Ex Parte Kuruoglu et al - Page 5

                Appeal 2007-0666                                                                               
                Application 09/738,992                                                                         
                      a previous user and fax the hardcopy back to the computer                                
                      which is saved with the most recent user's marks.                                        
                (Id. 21.)  The Appellants argue, "Simonoff discloses a system where                            
                annotations are shared that are made to an electronic white board."  (Br. 12.)                 

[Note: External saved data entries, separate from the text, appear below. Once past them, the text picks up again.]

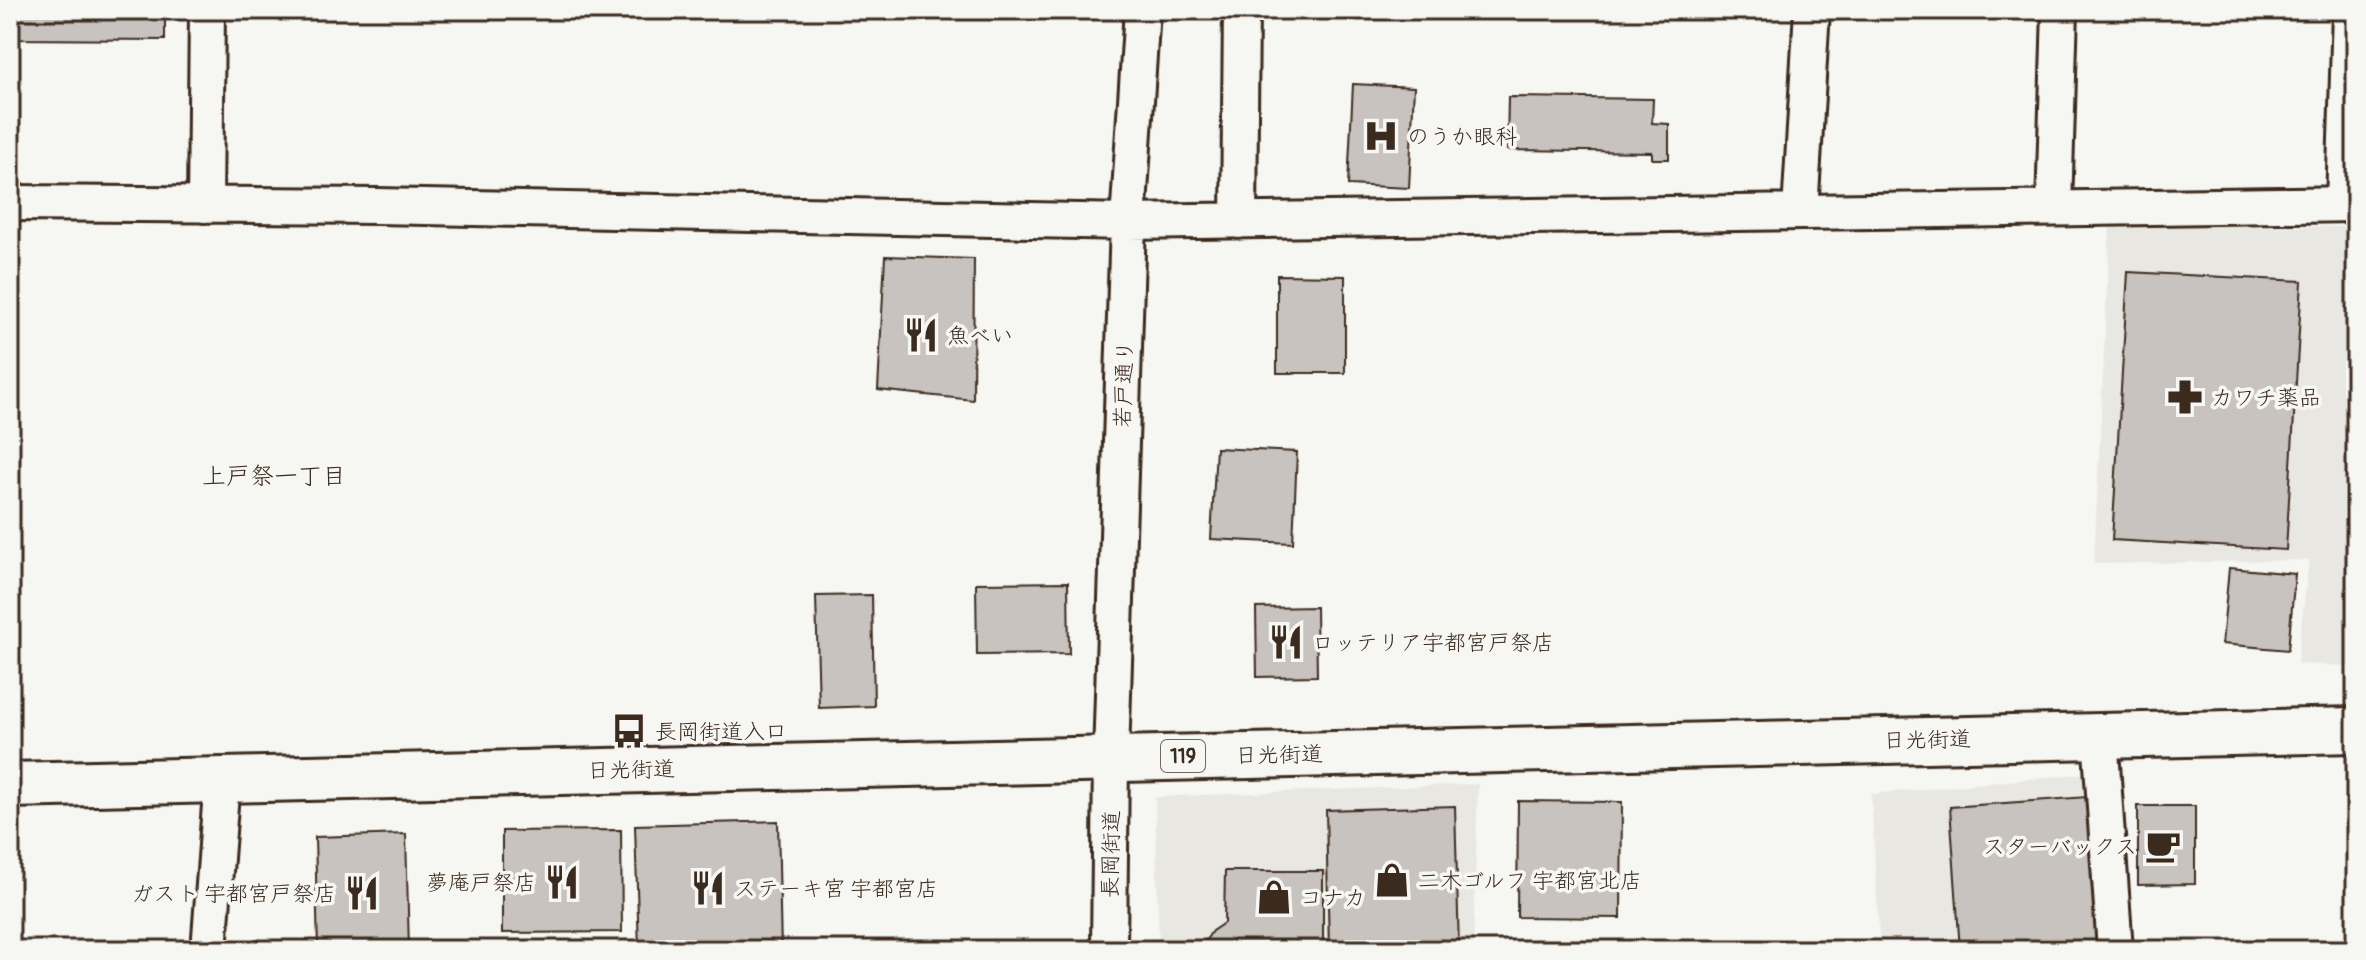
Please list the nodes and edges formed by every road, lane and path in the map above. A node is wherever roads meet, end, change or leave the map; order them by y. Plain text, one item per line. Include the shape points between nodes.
1 (207, 10) edge
2 (1142, 10) edge
3 (1241, 10) edge
4 (1812, 10) edge
5 (2060, 10) edge
6 (2350, 10) edge
7 (10, 203) edge
8 (2350, 204) edge
9 (205, 205) junction
10 (2054, 208) junction
11 (1800, 212) junction
12 (1239, 221) junction
13 (1128, 222) junction
14 (2356, 730) edge
15 (2100, 736) junction
16 (1111, 757) junction
17 (222, 779) junction
18 (10, 785) edge
19 (209, 950) edge
20 (1109, 950) edge
21 (2115, 950) edge

1 - 9 street
2 - 13 street, 若戸通り
3 - 12 street
4 - 11 street
5 - 10 street
6 - 8 street
7 - 9 street
8 - 10 street
9 - 13 street
10 - 11 street
11 - 12 street
12 - 13 street
13 - 16 street, 若戸通り
14 - 15 highway, 日光街道 / 119
15 - 16 highway, 日光街道 / 119
15 - 21 street
16 - 17 highway, 日光街道 / 119
16 - 20 street, 長岡街道
17 - 18 highway, 日光街道 / 119
17 - 19 street

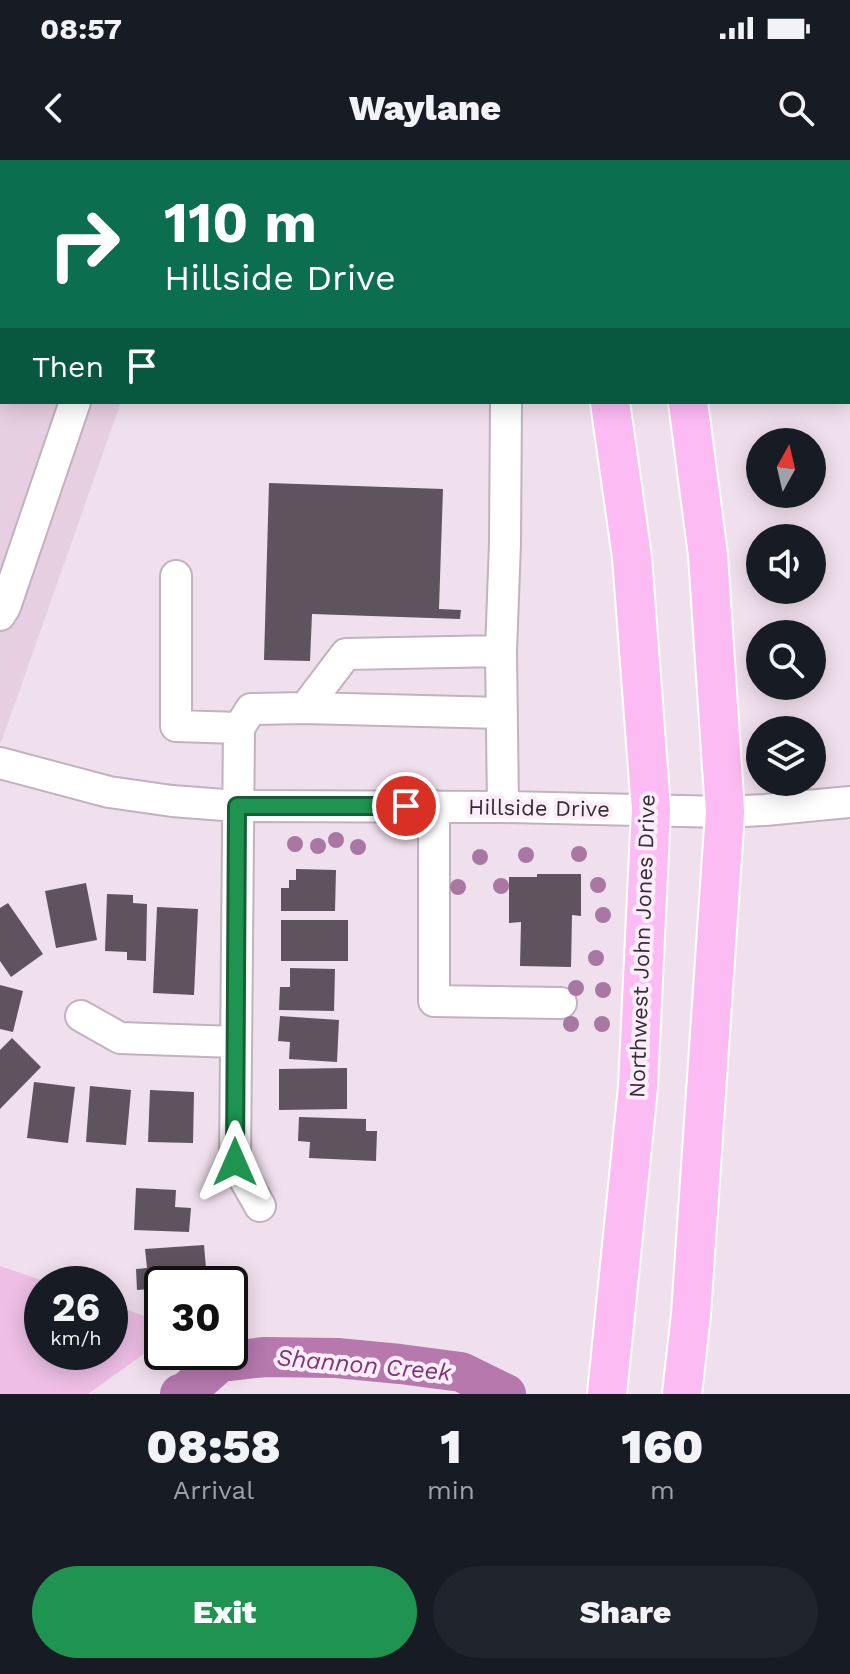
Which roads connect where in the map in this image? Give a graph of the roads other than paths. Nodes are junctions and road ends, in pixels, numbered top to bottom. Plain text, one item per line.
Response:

                They also argue that "the examples of Cass cited in the Examiner's Answer                      
                on page 21 . . . are directed to a method for using arbitrary documents as                     
                computer readable forms. . . ."  (Reply Br. 2.)  Therefore, the issue is                       
                whether teachings from Carleton, Tran, Simonoff, Cass, and Levine would                        
                have suggested transmitting, to each of a plurality of workstations, data                      
                representing handwritten annotations that were made to a paper document                        
                via at least two of the workstations, and displaying at least one of the                       
                handwritten annotations at each of the workstations.                                           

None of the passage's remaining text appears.